Maas also backed the aggressive US and UK action against Moscow in the Skripal case. “We are extremely worried about the events surrounding the poison attack and take the assessment of the British government very seriously,” said Maas. “That Russia does not appear to be ready to contribute to the clarification” of this incident should not “be without consequences”. “The perpetrators” should be “held accountable”, and he could “fully understand that Britain had to respond.”

With this, Maas is renewing the confrontation course against Russia, which was already at the centre of German foreign policy four years ago. In February 2014, then Foreign Minister Steinmeier and the US administration supported a right-wing coup in Ukraine to bring to power a pro-Western oligarchic regime in Kiev. Since then, Western politicians, the media and the intelligence agencies have repeatedly whipped up anti-Russian sentiments to advance NATO preparations for war against Russia. Berlin plays a leading role in this. For the first time since Hitler’s war of extermination against the Soviet Union, Germany again stationed combat troops in Eastern Europe last year.

Maas and the new government are also joining in the latest propaganda offensive against Russia to suppress growing popular opposition against militarism and war. “What we used to regard as internal and external is almost impossible to separate,” said the new foreign minister. “We need to register, and we need to respond if other powers try to shake our inner order—cyber-attacks, propaganda tricks and various forms of exercising economic and cultural influence play a growing role in international relations. And in the age of globalization and digitization, defending one’s interests starts at home.”

What is this all about? Under the pretext of the fight against Russian “propaganda,” “cyber-attacks” or “fake news,” left-wing and socialist anti-war websites have been suppressed for some time. For almost a year now, Google has been censoring left-wing and progressive websites, most notably the World Socialist Web Site, in close consultation with German government circles. Maas plays a key role in this. As former justice minister, he initiated the so-called Network Enforcement Act, which is repeatedly used to censor left-wing content, including Twitter messages from the satirical magazine Titanic against the far-right Alternative for Germany (AfD).

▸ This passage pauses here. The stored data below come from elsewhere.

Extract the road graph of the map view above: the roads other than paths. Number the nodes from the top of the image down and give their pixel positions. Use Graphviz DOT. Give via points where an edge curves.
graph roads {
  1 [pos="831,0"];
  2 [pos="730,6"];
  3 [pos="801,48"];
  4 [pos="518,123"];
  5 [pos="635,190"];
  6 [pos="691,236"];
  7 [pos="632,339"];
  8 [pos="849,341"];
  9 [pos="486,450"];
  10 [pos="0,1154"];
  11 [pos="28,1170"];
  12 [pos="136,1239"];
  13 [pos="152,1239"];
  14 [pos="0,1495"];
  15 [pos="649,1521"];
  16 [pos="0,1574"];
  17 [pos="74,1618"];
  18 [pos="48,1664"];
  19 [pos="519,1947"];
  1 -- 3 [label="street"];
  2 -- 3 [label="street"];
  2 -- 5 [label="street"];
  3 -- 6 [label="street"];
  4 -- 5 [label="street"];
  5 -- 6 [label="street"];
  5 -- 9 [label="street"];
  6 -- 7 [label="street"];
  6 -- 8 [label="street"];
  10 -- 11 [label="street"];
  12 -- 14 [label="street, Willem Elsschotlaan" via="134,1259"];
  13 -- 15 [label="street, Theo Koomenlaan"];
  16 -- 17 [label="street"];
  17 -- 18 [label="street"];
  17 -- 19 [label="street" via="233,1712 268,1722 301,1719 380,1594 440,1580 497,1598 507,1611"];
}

The attempt by Maas to cover up, at least partially, his reactionary foreign and domestic policies with phrases about “peace,” “democracy” and “human rights,” was only surpassed in its cynicism by his assertion that he “went into politics because of Auschwitz.” In reality, he and the German ruling class have long since begun to build upon the aggressive imperialist foreign policy that led to two world wars and the worst crimes in human history in the 20th century.

As in previous speeches and interviews, Gabriel explicitly referenced Humboldt Professor Herfried Münkler in his farewell speech in order to plead for a German great power offensive. One should “not be content with giving normative answers, feeling comfortable in citing one’s own values, so to speak,” Münkler had said. What is also necessary, was the “formulation” and “enforcement of our interests: politically, socially, economically and, ultimately, also militarily.”

Maas may (at least for the moment) have taken a different foreign policy orientation than his predecessor. However, he fully agrees with Gabriel’s maxim of aggressively enforcing Germany’s interests against its international rivals. “The future was hardly ever so uncertain and competition for the global order so keen. But I believe just as firmly and confidently, we can surely accept this contest,” boasted Maas. To do this, Germany would, “for better or worse,” have “to expend more effort in defining our interests and advocating them.”